(Stored entries)
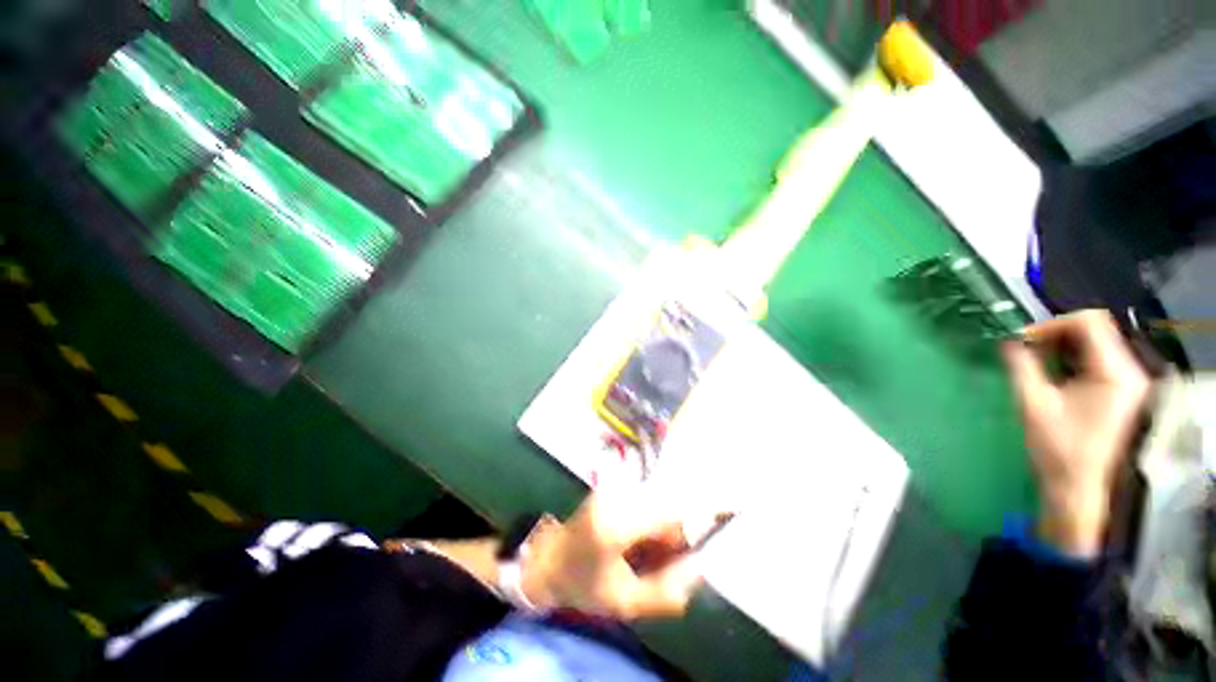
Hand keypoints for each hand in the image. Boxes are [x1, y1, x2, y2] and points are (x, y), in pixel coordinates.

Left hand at [520, 487, 704, 619]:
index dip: (695, 519)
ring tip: (641, 552)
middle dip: (672, 535)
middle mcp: (616, 495)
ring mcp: (612, 488)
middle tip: (660, 560)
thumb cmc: (583, 584)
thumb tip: (700, 568)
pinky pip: (643, 500)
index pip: (671, 512)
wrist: (548, 560)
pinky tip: (634, 539)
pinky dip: (648, 521)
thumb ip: (667, 592)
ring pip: (656, 503)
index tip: (708, 530)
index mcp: (618, 524)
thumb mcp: (626, 602)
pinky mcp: (610, 486)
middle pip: (666, 507)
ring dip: (659, 528)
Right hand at [1002, 310, 1150, 556]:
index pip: (1089, 322)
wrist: (1079, 488)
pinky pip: (1096, 359)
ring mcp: (1128, 381)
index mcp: (1115, 373)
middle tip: (1024, 350)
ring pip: (1095, 342)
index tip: (1022, 340)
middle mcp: (1129, 370)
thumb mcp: (1033, 404)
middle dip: (1055, 334)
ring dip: (1061, 346)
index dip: (1052, 324)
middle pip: (1094, 329)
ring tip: (1034, 362)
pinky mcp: (1121, 390)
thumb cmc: (1058, 449)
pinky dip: (1071, 359)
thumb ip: (1021, 366)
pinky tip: (1052, 374)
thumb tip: (1008, 340)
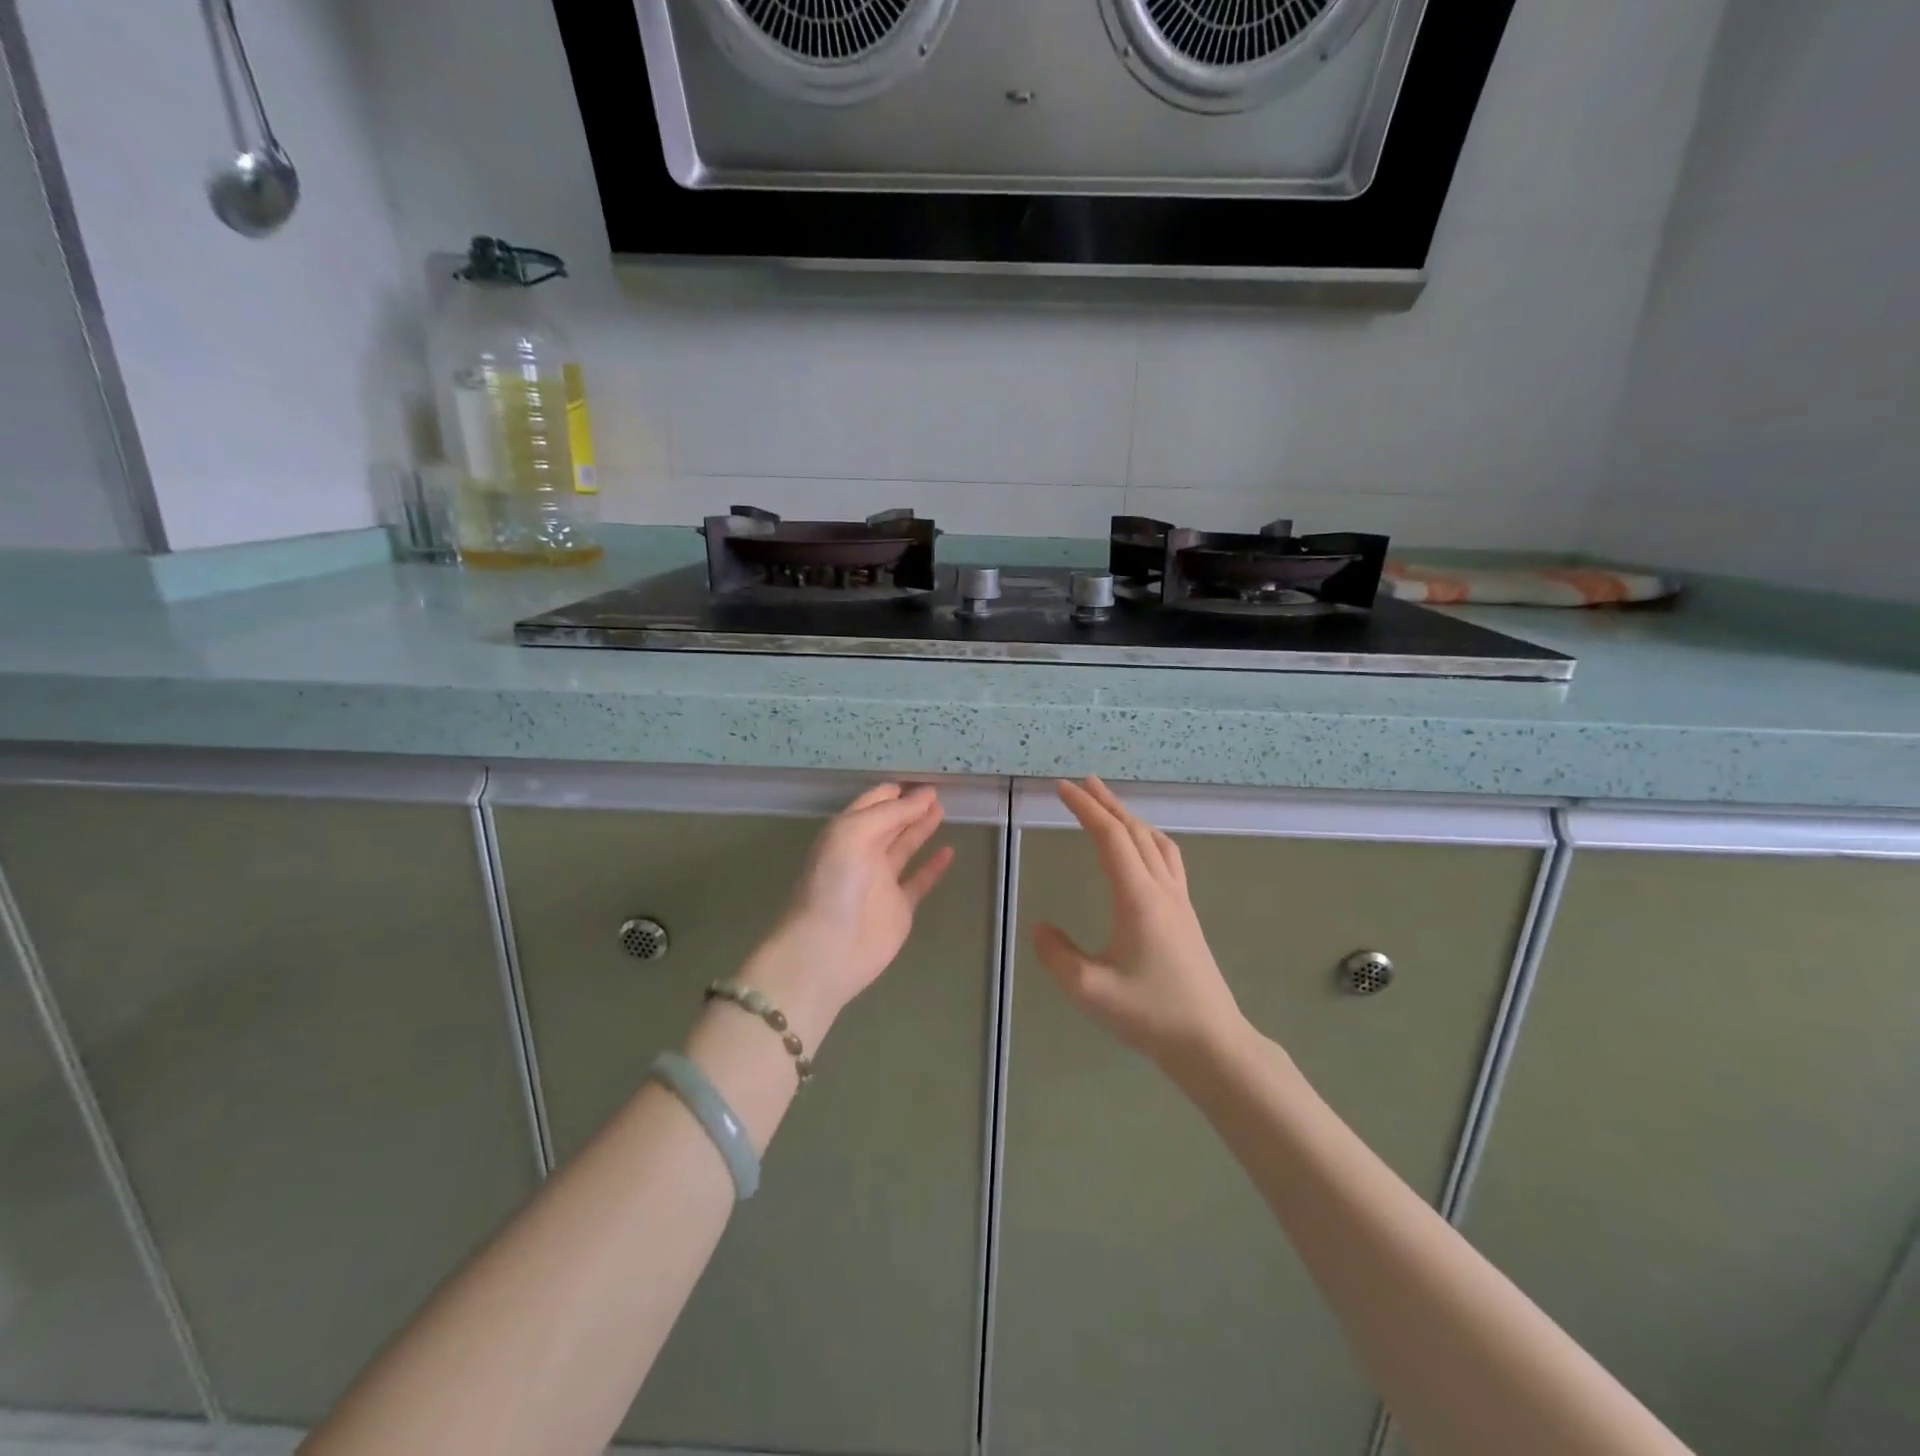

**Instructions to follow:** Print every record exactly without the images.

**Output of the task:**
Hand keypoints for each hand in the image. Boxes are [x1, y1, x2, y2] and points are (x, y), in pixel coordinates.

Left hand at [520, 487, 704, 619]:
index dip: (695, 519)
ring tip: (641, 552)
middle dip: (672, 535)
middle mcp: (616, 495)
ring mcp: (612, 488)
middle tip: (660, 560)
thumb cmc: (583, 584)
thumb tip: (700, 568)
pinky pip: (643, 500)
index pip: (671, 512)
wrist: (548, 560)
pinky tip: (634, 539)
pinky dip: (648, 521)
thumb ip: (667, 592)
ring pip: (656, 503)
index tip: (708, 530)
index mcp: (618, 524)
thumb mcp: (626, 602)
pinky mcp: (610, 486)
middle pip: (666, 507)
ring dip: (659, 528)
Right hand at [1002, 310, 1150, 556]:
index pip: (1089, 322)
wrist: (1079, 488)
pinky pip: (1096, 359)
ring mcp: (1128, 381)
index mcp: (1115, 373)
middle tip: (1024, 350)
ring pip: (1095, 342)
index tip: (1022, 340)
middle mcp: (1129, 370)
thumb mcp: (1033, 404)
middle dip: (1055, 334)
ring dip: (1061, 346)
index dip: (1052, 324)
middle pip: (1094, 329)
ring tip: (1034, 362)
pinky mcp: (1121, 390)
thumb cmc: (1058, 449)
pinky dip: (1071, 359)
thumb ip: (1021, 366)
pinky tip: (1052, 374)
thumb tip: (1008, 340)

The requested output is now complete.